Once the brouhaha over the improper restoration of Tutankhamun’s gold funerary mask had died down, Al-Ahram Weekly sat down with German restorer Christian Eckmann for an interview. The subject: how best to repair the mask.

“I have not been appointed to restore the mask and return its blue-and gold beard to its former condition,” Eckmann said. He added that Minister of Antiquities Mamdouh Eldamaty had only asked him to examine the mask and give an opinion regarding the use of resin to reattach the beard.

“It was only a preliminary inspection,” he said. But as soon as he saw the mask, he knew that glue had been improperly used and had created a gap between the beard and the chin.

“It was definitely not the optimal way of executing such a restoration,” Eckerman said, adding that the mask is not now in danger. However, it should be properly restored, he said, since its current condition is not satisfactory.

“But this will be a second step,” he said. Before it takes place, careful examination of the mask needs to be carried out to fully understand the structure of the mask and the materials used.

It is also necessary to have a proper understanding of the construction of the beard and how it was originally attached to the mask in antiquity. Once that has been attained, it will be possible to restore the priceless item.

“From my first examination, I realised there was a small gold frame at the end of the chin that could be used to attach the beard, but the frame has only a small space to support a 2.5-kg gold beard,” Eckmann said.

A proper study of the problem could be carried out by looking at ancient Egyptian sources, reviewing descriptions by archaeologist Howard Carter in his journals and other documents, as well as photographs of the mask taken upon its discovery in 1922 that are now at the Griffith Institute in Oxford, England. X-rays of the mask would also be very helpful, he said.

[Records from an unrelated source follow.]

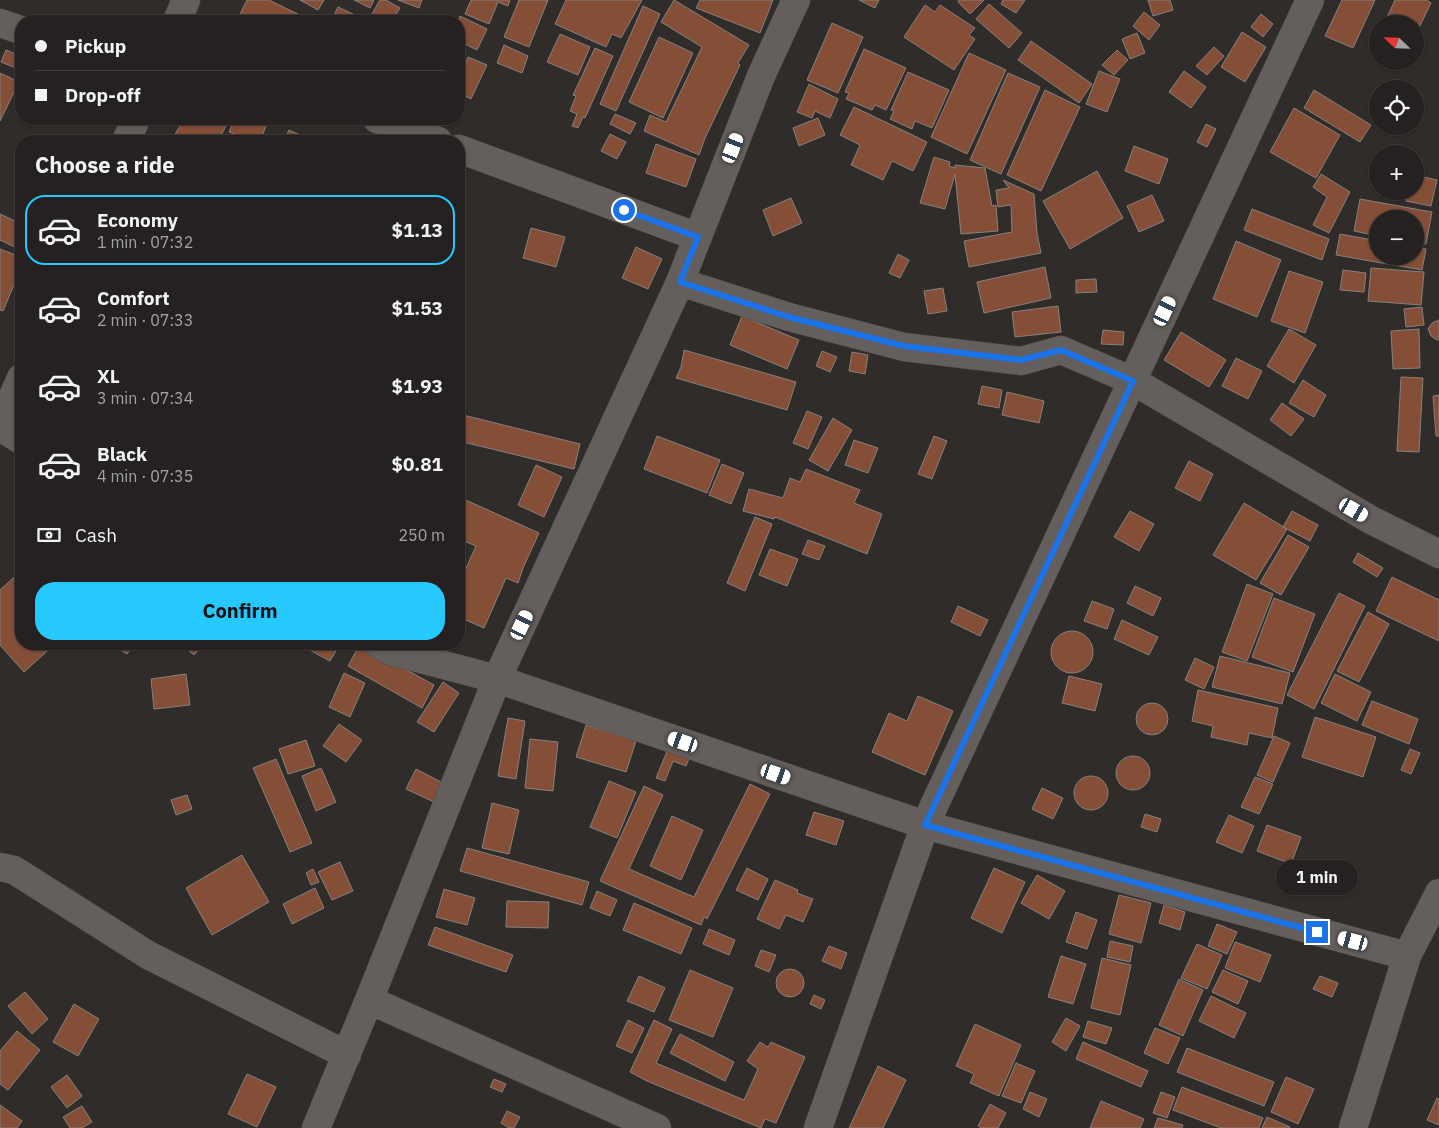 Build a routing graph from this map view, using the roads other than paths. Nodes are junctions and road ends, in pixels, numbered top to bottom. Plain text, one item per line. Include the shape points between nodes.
1 (186, 0) edge
2 (796, 0) edge
3 (1310, 0) edge
4 (180, 15) edge
5 (0, 23) edge
6 (15, 28) edge
7 (394, 125) edge
8 (421, 135) edge
9 (465, 151) edge
10 (698, 237) junction
11 (680, 282) junction
12 (1133, 381) junction
13 (15, 392) edge
14 (0, 427) edge
15 (15, 436) edge
16 (1439, 554) edge
17 (388, 650) edge
18 (497, 679) junction
19 (925, 825) junction
20 (0, 867) edge
21 (1439, 893) edge
22 (1407, 956) junction
23 (369, 1000) junction
24 (347, 1055) junction
25 (316, 1128) edge
26 (658, 1128) edge
27 (818, 1128) edge
28 (1353, 1128) edge

1 - 4 street
2 - 10 street via 761,76
3 - 12 street
5 - 6 street
7 - 8 street
9 - 10 street
10 - 11 street
11 - 12 street via 789,317 904,346 1021,360 1061,350
11 - 18 street
12 - 16 street via 1371,520
12 - 19 street
13 - 14 street
14 - 15 street
17 - 18 street
18 - 19 street
18 - 23 street
19 - 22 street
19 - 27 street
20 - 24 street via 14,870 148,955
21 - 22 street
22 - 28 street
23 - 24 street
23 - 26 street
24 - 25 street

“After this comprehensive understanding of the technical features of the mask and beard has been achieved, an alternative method to fix the beard can be implemented,” Eckmann said.

Studies of the resin or other means used to re-attach the beard when it was earlier restored in 1941 could also be done. This could be carried out be examining traces on the beard. The epoxy resin used in the most-recent restoration should be removed using a combination of solvents and by removing it layer by layer, until the original surface of the beard and mask has been reached.

“I think this is the best method,” Eckman said. “Although it is possible to remove the epoxy, it is a very delicate operation as it has to be done without scratching the gold of the mask.”

Epoxy is a “debatable material” for restoration purposes, he said. “We must differentiate between irreversible materials and irreversible measures.” While epoxy is considered to be an irreversible material, as it is not soluble in normal solvents, there are means to remove it. “In the case of Tutankhamun’s mask, the improper restoration can be reversed even though it used an irreversible resin.”

Eckmann told the Weekly that in his report to the Minister of Antiquities he will recommend establishment of a committee that includes experts in archaeology and conservation. These experts would then carry out the studies necessary to propose the proper restoration of the mask.

“I will suggest methods on how to correctly and professionally restore the beard, but I am not appointed myself to do the job,” Eckmann said, adding that he would be happy to do the job if asked.

Since the news broke over the improper restoration of the mask, a rumour has spread that the mask on display at the Egyptian Museum is a replica and the original one has been smuggled abroad. Eckmann dismissed the rumour, asking, “If this was so, why all that fuss over what is a replica object?”

Eckmann was previously involved in the restoration of statues of Pepi I and his son Menenre. He is now working on the conservation of parts of Tutankhamun’s chariot that were discovered last year inside a box in the Egyptian Museum in Tahrir Square.